PARIS: As a third heat wave baked France this week, the heat radiating from the asphalt outside the Garnier Opera house in Paris hit 56 degrees Celsius on urban planner Tangui Le Dantec'sLe Dantec's thermometer. The shade was non-existent, with barely a tree in sight.

The Place de l'Opera is one of many so-called urban heat islands in the French capital, lacking the trees that cool cities by providing shade and seen as a key line of defence against climate change and hot summers.

A minute's walk away, in the shade along the tree-lined Boulevard des Italiens, Le Dantec's thermometer gave a reading of 28 degrees Celsius.

There is a bit of a breeze immediately. You can breathe, Le Dantec, who founded Aux Arbres Citoyens, an action group opposed to tree felling.

Paris is ranked as a poor city in the world for its green cover. According to data from the World Cities Culture Forum, only 10 percent of Paris is made up of green space, such as parks and gardens, compared to London at 33 per cent and Oslo at 68 per cent.

Last month was the hottest July on record in France, according to the national weather agency Meteo France. The searing temperatures underscore the need to strengthen the capital's defences against global warming.

Paris City Hall wants to plant 170,000 trees by 2026 and wants to create islands of freshness. It is also ripping up the concrete in dozens of school yards and laying down soil and vegetation.

It's a massive tree and vegetation planting project that's underway, much bigger than under previous administrations, said Jacques Baudrier, deputy Paris mayor tasked with the green energy transition in buildings.

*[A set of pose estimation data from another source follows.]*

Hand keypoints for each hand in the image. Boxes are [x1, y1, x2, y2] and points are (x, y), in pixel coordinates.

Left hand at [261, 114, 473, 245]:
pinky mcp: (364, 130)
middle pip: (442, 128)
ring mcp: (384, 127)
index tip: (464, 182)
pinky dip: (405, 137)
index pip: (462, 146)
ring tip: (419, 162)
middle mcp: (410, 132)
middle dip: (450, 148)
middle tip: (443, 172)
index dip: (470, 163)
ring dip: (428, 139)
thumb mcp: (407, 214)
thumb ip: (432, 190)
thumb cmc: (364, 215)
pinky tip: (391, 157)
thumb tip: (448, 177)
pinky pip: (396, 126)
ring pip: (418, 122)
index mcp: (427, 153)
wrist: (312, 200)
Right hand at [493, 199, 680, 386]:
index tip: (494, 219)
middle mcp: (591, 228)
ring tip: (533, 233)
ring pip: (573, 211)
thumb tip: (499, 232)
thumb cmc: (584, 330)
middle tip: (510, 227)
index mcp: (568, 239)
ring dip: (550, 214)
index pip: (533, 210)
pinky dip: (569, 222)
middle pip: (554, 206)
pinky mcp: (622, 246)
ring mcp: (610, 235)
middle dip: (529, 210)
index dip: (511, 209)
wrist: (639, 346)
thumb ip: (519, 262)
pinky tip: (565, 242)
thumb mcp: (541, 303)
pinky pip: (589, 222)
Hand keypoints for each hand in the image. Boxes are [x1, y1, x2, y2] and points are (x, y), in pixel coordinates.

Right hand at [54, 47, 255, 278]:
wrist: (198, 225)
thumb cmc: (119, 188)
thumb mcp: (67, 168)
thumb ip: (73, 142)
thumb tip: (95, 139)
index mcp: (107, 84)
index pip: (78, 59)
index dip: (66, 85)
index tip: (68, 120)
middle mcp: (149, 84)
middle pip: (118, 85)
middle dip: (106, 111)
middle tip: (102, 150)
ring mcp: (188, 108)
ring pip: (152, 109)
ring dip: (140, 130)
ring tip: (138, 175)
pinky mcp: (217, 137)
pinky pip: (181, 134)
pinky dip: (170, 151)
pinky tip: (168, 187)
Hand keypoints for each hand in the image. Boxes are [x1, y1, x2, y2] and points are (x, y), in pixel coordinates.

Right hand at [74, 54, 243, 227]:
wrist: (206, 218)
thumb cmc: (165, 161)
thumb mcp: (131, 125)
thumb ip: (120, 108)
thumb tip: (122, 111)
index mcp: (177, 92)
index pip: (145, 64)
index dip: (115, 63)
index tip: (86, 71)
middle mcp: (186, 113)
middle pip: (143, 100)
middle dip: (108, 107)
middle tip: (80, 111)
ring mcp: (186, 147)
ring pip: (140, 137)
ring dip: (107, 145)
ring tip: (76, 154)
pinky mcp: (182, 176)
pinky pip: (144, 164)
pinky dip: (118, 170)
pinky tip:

Some protests have been caused by City Hall's green ambitions. Le Dantec and other environmentalists say the local authorities have fallen scores of decades-old trees to make way for garden spaces.

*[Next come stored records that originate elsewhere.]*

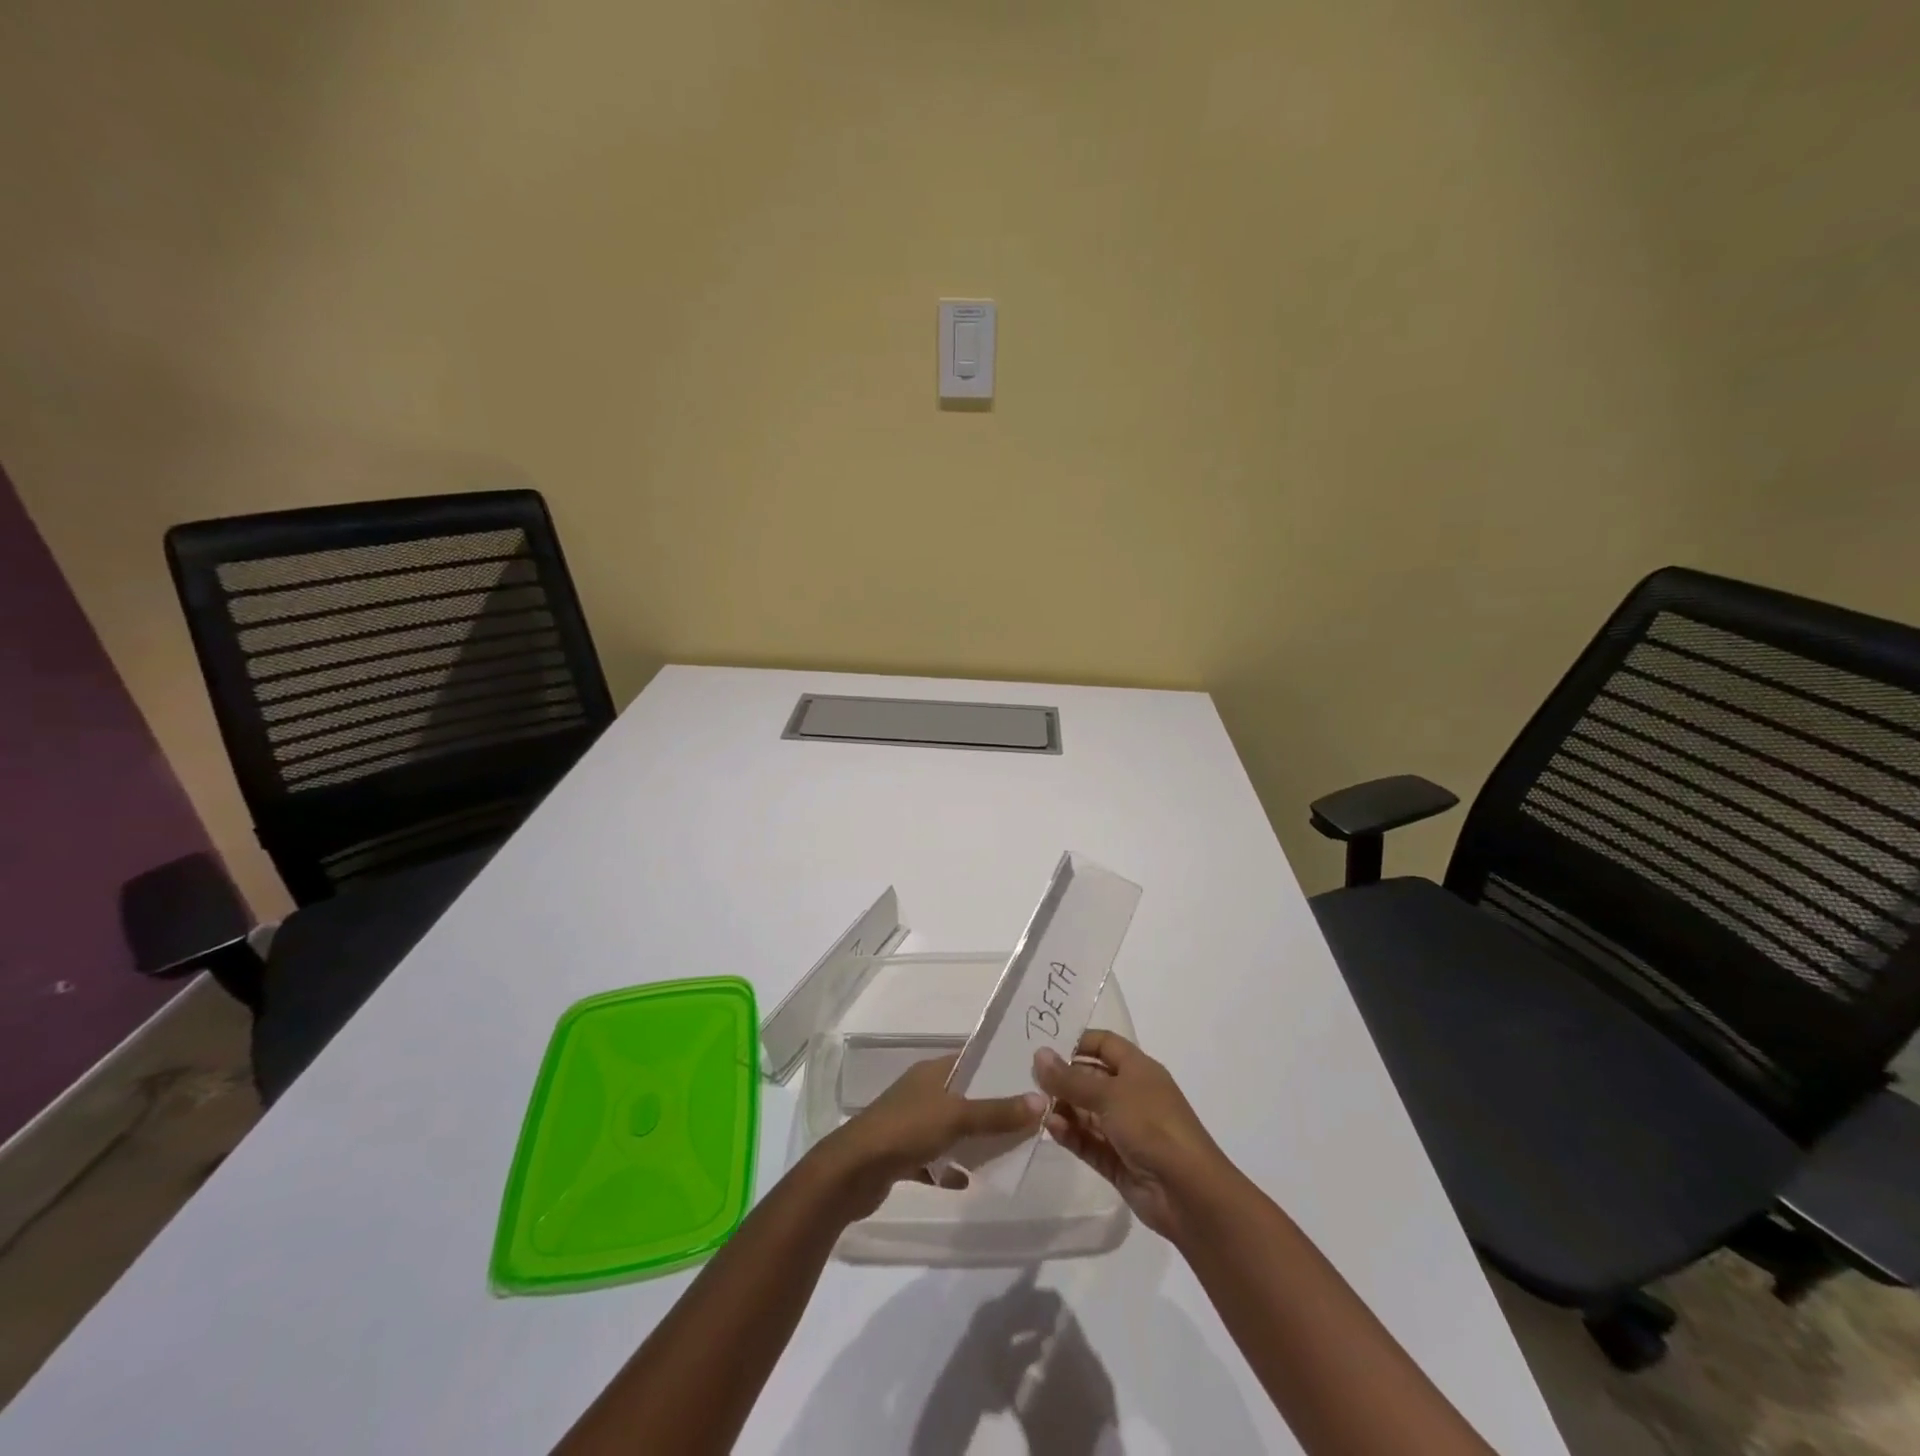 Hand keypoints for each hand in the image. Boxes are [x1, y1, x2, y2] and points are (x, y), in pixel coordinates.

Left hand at [814, 1055, 1043, 1220]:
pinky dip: (949, 1168)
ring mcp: (910, 1124)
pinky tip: (966, 1180)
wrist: (852, 1173)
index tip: (1030, 1075)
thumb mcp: (957, 1117)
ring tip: (1007, 1150)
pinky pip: (934, 1159)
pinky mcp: (901, 1156)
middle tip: (1027, 1117)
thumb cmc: (906, 1130)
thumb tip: (1041, 1100)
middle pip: (964, 1095)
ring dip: (973, 1139)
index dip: (998, 1065)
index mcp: (932, 1072)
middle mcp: (921, 1093)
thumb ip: (997, 1112)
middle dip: (992, 1106)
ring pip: (950, 1128)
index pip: (971, 1060)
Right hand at [1033, 1031, 1226, 1241]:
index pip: (1104, 1044)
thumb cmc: (1152, 1126)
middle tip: (1030, 1080)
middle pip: (1091, 1079)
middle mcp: (1132, 1095)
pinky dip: (1070, 1135)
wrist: (1188, 1192)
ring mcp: (1125, 1130)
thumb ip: (1070, 1079)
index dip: (1077, 1042)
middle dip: (1064, 1079)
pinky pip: (1088, 1142)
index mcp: (1138, 1070)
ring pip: (1087, 1112)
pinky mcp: (1118, 1161)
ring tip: (1036, 1107)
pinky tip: (1051, 1129)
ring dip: (1064, 1108)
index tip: (1045, 1048)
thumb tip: (1039, 1054)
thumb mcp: (1109, 1095)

The fall of mature trees runs counter to the authorities' ambitions as saplings are more vulnerable to drought and less useful in fighting heat radiation, green activists say.

In April, green activist Thomas Brail shot video of more than 70 trees being felled on the city's northern outskirts to make way for Mayor Anne Hidalgo's vision for a green belt around the city.

City Hall planners say Paris can't be redesigned to better deal with climate change without falling some trees.

Brail said these trees had a role to play.